Why get your hip replaced?
Osteoarthritis is the most common joint disorder and is one of the common causes of a hip replacement. It's is the result of aging and wear and tear on a joint. Being overweight increases the risk of osteoarthritis because carrying the extra weight can cause damage.
Most people who get a hip replacement are older than 60 and receive the surgery for degenerative reasons like this. The term degenerative refers to an age-related condition in which something breaks down over time.
People younger than 50 might undergo hip replacement surgery if they suffer from a hip injury caused from a traumatic accident. People who suffer from lupus might also end up needing a hip replacement. Lupus is a chronic inflammatory disease that causes your body's immune system to attack your own tissues and organs.
There is a variety of different types of equipment used in hip replacement surgery.
You will be placed under general anesthesia, so you will be unconscious for the surgery. You might be flipped onto your side with the hip that the surgeon is operating on pointing upward.
Each surgeon differs on how he or she will perform the surgery, but posterolateral approach is a common approach used in hip replacement surgeries. To begin the surgery, the surgeon might cut near where your pant pocket would be and go down the side of the leg, entering the hip from the back.
Your surgeon will split your gluteal muscles, near your upper buttocks, and release some of your hip muscles to access the hip bones. To place the hip implant, the medical team will remove the femoral head, or the top part of the thigh bone that looks like a ball.
They will also ream out the acetabulum and reshape it. The acetabulum is the area commonly referred to as your “hip socket.” Once they're finished reshaping it, your medical team will place a new socket inside of it. This is where the implanted femoral head will go.
Your hip prosthesis will consist of a ball component made of metal or ceramic, and a socket — an insert or liner made of plastic, ceramic or metal.
Does it hurt?
Before the surgery, many patients are in pain and limited in how much they can move without experiencing pain.
Pain after surgery is variable and not entirely predictable. After the surgery, you likely will be prescribed prescription pain medication to help you manage your pain. Most patients take these drugs for one to three weeks.
What are the risk factors?
Bleeding is always a risk of surgery. About one in three hip replacement patients need a blood transfusion. Blood clots and infection are also a risk.

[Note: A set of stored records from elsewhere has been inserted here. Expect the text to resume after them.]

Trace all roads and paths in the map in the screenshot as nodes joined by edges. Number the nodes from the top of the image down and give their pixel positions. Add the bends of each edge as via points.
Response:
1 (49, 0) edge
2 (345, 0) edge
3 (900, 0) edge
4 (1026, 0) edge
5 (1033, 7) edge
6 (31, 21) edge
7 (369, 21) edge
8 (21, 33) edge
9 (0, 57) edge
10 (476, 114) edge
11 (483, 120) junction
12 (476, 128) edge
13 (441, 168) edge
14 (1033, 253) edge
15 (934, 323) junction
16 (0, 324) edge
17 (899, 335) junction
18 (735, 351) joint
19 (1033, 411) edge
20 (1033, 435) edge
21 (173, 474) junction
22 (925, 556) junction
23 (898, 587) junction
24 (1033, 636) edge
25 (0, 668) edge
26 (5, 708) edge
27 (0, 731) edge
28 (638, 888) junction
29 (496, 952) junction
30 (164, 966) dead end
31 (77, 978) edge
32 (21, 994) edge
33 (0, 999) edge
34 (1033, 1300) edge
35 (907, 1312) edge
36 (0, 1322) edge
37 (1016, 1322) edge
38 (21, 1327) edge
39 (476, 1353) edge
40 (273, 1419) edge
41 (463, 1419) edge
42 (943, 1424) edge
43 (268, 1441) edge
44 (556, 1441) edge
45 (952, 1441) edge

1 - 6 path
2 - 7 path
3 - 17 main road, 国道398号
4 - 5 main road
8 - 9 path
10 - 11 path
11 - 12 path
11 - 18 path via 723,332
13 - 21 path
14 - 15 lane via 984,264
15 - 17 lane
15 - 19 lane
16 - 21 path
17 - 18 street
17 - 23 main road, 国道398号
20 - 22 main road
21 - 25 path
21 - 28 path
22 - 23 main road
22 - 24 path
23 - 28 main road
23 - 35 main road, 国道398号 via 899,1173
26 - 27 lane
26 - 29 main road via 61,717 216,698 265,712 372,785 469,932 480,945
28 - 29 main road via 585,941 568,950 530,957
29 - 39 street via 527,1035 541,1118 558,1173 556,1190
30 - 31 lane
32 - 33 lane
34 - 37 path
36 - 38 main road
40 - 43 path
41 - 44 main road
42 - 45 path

About one in 300 patients might suffer from a deep infection. If a deep infection occurs, your surgeon will treat the infection and redo the surgery. This process can take three to six months.
Between 1 percent and 8 percent of patients dislocate their new hip, depending on which study you read. To prevent this from occurring, someone at the hospital should work with you to teach you what not to do. You might also undergo physical therapy after the surgery.
It's important to note that the U.S. Food and Drug Administration has recalled some metal-on-metal hip implants. It's important to talk with your doctor and ask any questions you might have about the implant.
What's the recovery time?
You'll be in the hospital about four days. During this time, nurses and other medical professionals will educate you and work with you to best understand your new hip.
After you leave the hospital, you should be able to drive again after about two weeks if the replacement was in your right leg. If it was in your left leg, you should be able to drive once you're off narcotics.
After about three weeks, you should be able to return to work for limited duty. Like any implant, a hip implant is made for low-impact activities. You will be limited in some high-impact activities, such as basketball or running.
If you have a job that requires lots of movement, such as construction work, you could be limited because of the surgery.
After about eight weeks, you should be walking pretty well.
What's the follow-up?
Your doctor will want to see you shortly after surgery and then periodically throughout the year after your surgery. After about a year, your doctor might ask you to call him or her if you experience any problems.
Some patients might need their other hip replaced. This varies from person to person and depends on what other medical conditions the patient suffers from.